Jo had left the Roadhouse earlier that year and Dean had done his best to hide it, but John could tell he blamed himself for it. Ash dying had been a blow, Ellen was worse, but Sam… He closed his eyes and nodded to himself.
"Okay, so we lock him up till she gets back. Then what?"
"Then we hope she can talk some sense into him. Our other options include drugs. With enough anti-depressants he has half a chance. Or we can find a way to make sure he never hunts alone. Ever. Ellen has… had a group of hunters that owed her, not all of 'em'll come, but enough maybe."

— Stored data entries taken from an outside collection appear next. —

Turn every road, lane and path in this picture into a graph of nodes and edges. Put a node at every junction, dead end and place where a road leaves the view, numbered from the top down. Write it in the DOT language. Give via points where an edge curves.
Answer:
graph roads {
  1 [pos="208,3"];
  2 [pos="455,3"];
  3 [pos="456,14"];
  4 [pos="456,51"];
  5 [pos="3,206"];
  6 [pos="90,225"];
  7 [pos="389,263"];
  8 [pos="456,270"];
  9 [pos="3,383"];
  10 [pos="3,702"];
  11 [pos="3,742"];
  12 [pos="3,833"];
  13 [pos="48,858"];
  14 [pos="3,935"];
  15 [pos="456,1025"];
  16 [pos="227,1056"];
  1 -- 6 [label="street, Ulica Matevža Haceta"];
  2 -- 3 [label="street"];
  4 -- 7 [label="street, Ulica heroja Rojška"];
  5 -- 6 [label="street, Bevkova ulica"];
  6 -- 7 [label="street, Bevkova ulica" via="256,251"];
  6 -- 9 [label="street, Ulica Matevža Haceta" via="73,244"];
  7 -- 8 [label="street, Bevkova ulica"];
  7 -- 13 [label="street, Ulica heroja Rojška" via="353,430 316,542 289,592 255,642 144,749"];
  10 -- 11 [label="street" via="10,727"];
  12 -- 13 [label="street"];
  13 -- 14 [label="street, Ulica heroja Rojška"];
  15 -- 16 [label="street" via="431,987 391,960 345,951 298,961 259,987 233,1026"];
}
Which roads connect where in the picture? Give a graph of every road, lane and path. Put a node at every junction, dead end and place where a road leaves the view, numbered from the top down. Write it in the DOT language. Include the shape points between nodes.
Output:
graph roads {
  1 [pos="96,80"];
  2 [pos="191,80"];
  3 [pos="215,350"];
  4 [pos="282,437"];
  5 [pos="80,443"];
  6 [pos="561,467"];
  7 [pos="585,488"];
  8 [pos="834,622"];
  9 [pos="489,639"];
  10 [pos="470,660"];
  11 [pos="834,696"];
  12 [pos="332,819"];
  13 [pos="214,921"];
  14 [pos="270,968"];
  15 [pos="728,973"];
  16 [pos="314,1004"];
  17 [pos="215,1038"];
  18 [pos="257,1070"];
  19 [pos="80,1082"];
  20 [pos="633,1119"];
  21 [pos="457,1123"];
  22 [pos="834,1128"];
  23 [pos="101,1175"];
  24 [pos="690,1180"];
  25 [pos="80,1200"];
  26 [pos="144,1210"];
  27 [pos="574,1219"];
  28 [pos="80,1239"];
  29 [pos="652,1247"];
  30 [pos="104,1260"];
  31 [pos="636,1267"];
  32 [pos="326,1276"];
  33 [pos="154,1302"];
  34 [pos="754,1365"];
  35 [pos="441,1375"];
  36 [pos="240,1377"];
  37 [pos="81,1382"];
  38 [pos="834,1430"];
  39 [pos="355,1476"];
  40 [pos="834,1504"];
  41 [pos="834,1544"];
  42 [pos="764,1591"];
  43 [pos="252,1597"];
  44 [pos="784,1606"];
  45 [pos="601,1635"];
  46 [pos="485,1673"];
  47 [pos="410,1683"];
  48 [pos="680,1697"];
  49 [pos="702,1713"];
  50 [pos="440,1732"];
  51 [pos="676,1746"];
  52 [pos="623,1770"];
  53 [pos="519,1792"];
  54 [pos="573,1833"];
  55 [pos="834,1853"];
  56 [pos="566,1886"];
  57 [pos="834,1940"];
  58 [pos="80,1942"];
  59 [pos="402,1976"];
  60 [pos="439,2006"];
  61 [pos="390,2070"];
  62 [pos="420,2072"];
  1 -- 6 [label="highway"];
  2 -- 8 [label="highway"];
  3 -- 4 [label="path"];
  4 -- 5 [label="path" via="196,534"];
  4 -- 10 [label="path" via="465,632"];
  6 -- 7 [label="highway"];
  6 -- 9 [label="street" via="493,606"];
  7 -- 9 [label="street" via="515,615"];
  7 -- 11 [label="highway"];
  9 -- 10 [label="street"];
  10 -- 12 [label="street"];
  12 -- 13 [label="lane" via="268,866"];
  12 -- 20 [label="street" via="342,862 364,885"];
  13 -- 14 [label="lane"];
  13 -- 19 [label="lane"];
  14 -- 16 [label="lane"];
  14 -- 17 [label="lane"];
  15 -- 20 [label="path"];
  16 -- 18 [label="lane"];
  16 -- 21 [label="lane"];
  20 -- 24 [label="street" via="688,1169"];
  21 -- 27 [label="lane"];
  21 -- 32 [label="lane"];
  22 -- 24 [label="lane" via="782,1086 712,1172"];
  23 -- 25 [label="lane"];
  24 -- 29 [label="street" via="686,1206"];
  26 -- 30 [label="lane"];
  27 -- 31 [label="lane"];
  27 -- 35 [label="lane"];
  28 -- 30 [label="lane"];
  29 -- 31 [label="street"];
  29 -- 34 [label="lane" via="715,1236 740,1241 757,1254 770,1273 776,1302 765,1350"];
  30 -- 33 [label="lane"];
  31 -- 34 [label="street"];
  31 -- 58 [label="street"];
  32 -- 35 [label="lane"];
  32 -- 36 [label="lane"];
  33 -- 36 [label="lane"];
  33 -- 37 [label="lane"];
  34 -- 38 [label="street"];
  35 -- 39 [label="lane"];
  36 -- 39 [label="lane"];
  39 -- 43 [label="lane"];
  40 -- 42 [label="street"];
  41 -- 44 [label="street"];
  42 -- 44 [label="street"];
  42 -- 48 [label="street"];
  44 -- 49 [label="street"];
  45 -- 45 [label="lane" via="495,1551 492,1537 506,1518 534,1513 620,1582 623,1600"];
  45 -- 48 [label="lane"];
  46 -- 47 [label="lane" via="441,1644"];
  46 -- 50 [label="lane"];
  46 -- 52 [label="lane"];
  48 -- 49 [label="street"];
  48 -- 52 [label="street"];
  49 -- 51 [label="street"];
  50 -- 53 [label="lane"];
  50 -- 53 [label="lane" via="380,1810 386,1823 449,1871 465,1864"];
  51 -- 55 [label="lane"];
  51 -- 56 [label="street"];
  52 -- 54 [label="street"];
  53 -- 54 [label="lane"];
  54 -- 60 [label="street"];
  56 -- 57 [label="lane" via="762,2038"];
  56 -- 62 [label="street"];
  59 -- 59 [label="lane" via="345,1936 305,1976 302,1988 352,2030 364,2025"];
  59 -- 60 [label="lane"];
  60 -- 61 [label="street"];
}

John shook his head, they couldn't lock Dean up, and there weren't enough drugs in the world to help him deal with what he was going through.
"I'm gonna take a drive."
Bobby narrowed his eyes, but didn't stop him as he got in the car, or say anything as he drove off.
Hours passed. Hours of watching Dean slowly sink further into himself. Dusk turned to evening. Evening deepened into midnight and not a word from John. Bobby stepped out and came back with chicken, but Dean wasn't having any of it. He didn't even look at it.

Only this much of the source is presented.